Прозвание «Порфирогенет» является ключом к пониманию драмы этого средневекового императора. Рожденный в 905 г., он был сыном императора Льва VI Мудрого, который умер, когда Константину было всего лишь семь лет. X в. стал временем имперской экспансии, когда политическое единство исламского мира рухнуло, а его обломки в приграничных областях Малой Азии и на Ближнем Востоке сделались легкой добычей византийских армий. Военные победы влекли за собой регулярное распределение добычи и земельных владений, в результате чего в Константинополе появился слой самоуверенных и честолюбивых военачальников, которые конкурировали друг с другом в борьбе за политическую власть.
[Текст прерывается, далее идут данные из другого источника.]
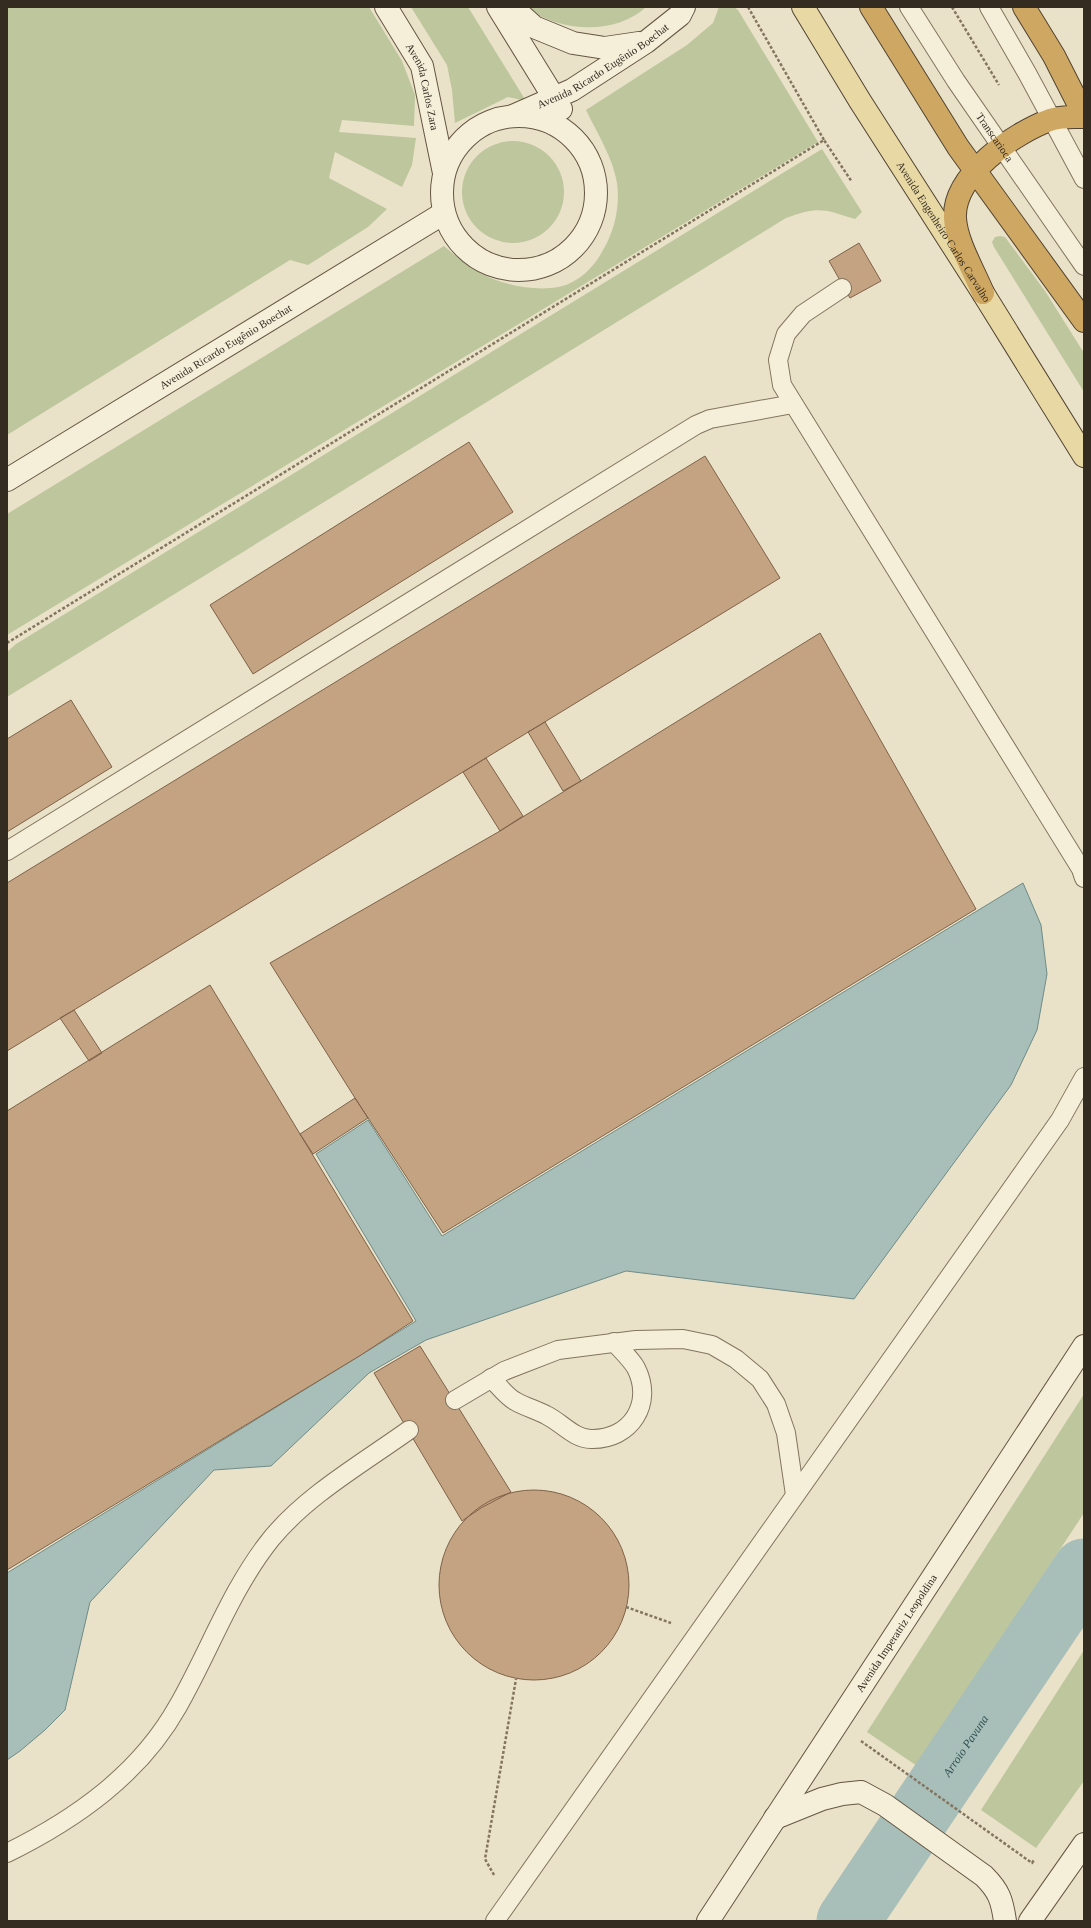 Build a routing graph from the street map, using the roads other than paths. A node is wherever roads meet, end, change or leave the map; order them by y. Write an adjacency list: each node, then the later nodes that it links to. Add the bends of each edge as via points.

Константин, однако, обладал неоспоримым преимуществом, действительно родившись в пурпуре. Это обстоятельство сделало его идеальным источником легитимности, впоследствии распространенной на одного победоносного полководца (в результате брачного союза или вследствие возведения его в ранг соправителя). Однако именно здесь и коренилась проблема. Протеже императора стал настолько могущественным, что лишь втечение последних 14 лет своей жизни, с 945 по 959 г., Константин VII формально являлся единственным правителем империи, хотя даже тогда был скорее номинальной фигурой{319}. Во время длительных промежутков политической бездеятельности, перемежавшихся случайными событиями, достойными упоминания, его царствование походило на правление императора Гонория, о драме которого мы говорили в V и VI главах. Но если Гонорий, насколько нам известно, почти ничем не занимал свой досуг, за исключением переживаний по поводу очередной узурпации, то Константин VII посвятил себя Культуре с большой буквы. В частности, его тревожило то обстоятельство, что Византия теряла связь со своим классическим наследием.
Он замыслил фантастический проект сохранения классического знания посредством объединения извлечений из всех значительных трудов античности: «Осознав всю необъятность этих сочинений, о которой затруднительно даже помыслить и которая представляется мне совершенно непреодолимой и тяжкой, я почел за благо разделить ее и расположить в порядке, чтобы сделать широко доступным все то, что она содержит полезного» — так он сам говорит в предисловии к одной из своих компиляций. Предполагалось создание грандиозного свода в составе 53 книг с такими несопоставимыми названиями, как «Извлечения о победах» или «Извлечения о народах». Нам известны названия 23 книг, однако целиком или частично из них сохранились лишь четыре{320}. Они одни составляют шесть объемистых томов в прекрасном современном издании; считается, что это лишь 1/35 изначального проекта Константина. Единственной из всех этих книг, пережившей Средние века без потерь, оказался уникальный манускрипт под номером 27 — «Извлечения о посольствах». Этот труд делится на две части: «Посольства от римлян к чужеземцам» и «Посольства от чужеземцев к римлянам». Впрочем, даже эта книга уцелела лишь чудом. Рукописный оригинал погиб во время пожара в королевской библиотеке Эскориала (Мадрид) в 1671 г., но, к счастью, прежде с него была снята копия{321}. Обе половины рукописи под номером 27 содержат обширные выдержки из «Истории» Приска, навеки обязывая нас перед памятью Константина. Без них наши знания об Аттиле были бы практически сведены к нулю.